Collect each line of the records containing the string "Wilson".

—————

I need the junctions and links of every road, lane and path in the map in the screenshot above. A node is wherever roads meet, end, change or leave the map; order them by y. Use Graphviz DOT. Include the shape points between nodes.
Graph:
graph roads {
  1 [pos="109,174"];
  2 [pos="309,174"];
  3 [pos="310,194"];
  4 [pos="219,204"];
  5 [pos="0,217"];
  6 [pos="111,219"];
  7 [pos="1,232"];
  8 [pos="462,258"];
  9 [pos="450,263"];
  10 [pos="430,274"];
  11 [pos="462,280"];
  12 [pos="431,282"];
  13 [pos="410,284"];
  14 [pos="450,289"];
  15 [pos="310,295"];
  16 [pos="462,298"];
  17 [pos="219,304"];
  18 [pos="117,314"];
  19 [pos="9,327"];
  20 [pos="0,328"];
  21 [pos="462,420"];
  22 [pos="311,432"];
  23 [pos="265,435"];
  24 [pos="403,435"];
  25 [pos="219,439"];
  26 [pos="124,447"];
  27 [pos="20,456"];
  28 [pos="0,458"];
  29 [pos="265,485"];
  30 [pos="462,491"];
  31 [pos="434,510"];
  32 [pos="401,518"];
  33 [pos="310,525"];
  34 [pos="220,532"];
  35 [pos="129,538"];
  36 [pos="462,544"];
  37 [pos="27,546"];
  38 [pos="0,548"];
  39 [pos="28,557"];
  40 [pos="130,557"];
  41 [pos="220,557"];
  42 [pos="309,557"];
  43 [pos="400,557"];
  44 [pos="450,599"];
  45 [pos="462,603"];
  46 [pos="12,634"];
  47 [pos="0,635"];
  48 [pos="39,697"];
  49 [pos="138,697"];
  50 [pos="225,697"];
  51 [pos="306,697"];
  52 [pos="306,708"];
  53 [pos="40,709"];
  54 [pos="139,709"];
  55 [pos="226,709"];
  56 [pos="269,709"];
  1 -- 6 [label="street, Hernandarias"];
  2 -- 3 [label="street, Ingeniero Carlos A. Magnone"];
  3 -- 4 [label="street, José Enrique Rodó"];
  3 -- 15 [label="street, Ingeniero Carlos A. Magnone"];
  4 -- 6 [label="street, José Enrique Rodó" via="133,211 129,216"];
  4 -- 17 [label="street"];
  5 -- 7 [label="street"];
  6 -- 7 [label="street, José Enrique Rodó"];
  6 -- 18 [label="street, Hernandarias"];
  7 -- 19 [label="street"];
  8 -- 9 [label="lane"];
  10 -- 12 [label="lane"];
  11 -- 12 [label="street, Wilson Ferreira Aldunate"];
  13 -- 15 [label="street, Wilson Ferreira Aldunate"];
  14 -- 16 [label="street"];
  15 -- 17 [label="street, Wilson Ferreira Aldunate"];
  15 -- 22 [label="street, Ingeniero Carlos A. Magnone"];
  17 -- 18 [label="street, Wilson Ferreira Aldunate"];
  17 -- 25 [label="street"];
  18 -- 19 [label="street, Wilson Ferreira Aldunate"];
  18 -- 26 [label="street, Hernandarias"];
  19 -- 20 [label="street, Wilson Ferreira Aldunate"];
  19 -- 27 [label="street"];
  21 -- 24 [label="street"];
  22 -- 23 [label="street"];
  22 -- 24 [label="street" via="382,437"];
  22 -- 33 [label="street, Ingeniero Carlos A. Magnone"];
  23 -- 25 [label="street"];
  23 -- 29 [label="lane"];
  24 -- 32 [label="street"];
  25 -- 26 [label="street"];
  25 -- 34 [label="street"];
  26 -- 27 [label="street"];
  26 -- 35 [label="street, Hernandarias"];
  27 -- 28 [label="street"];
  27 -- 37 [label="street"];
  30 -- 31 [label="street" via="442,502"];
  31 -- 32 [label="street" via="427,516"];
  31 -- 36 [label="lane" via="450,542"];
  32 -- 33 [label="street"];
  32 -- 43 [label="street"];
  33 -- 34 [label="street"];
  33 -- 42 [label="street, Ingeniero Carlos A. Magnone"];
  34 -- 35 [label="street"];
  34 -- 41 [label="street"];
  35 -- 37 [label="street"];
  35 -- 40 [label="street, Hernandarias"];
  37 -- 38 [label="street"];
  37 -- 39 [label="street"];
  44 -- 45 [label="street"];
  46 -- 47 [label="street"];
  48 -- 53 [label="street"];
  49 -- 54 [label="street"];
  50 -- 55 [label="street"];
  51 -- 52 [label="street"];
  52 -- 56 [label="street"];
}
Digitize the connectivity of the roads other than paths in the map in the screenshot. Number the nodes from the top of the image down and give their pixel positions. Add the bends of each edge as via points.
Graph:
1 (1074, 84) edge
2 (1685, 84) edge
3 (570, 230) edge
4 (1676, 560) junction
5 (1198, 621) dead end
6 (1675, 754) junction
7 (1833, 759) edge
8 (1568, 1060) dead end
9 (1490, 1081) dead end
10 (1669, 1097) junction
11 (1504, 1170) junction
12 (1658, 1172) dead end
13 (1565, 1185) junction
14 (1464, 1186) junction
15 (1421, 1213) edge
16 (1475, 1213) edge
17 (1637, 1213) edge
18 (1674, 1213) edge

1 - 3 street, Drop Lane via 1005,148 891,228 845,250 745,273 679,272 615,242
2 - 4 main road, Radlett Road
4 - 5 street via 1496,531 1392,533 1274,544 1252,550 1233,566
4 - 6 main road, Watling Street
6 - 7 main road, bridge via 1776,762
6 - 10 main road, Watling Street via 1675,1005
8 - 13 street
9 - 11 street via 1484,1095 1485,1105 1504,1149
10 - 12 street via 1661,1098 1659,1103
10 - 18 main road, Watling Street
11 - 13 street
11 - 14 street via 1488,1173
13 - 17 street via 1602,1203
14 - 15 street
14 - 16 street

—————

Solution:
  11 -- 12 [label="street, Wilson Ferreira Aldunate"];
  13 -- 15 [label="street, Wilson Ferreira Aldunate"];
  15 -- 17 [label="street, Wilson Ferreira Aldunate"];
  17 -- 18 [label="street, Wilson Ferreira Aldunate"];
  18 -- 19 [label="street, Wilson Ferreira Aldunate"];
  19 -- 20 [label="street, Wilson Ferreira Aldunate"];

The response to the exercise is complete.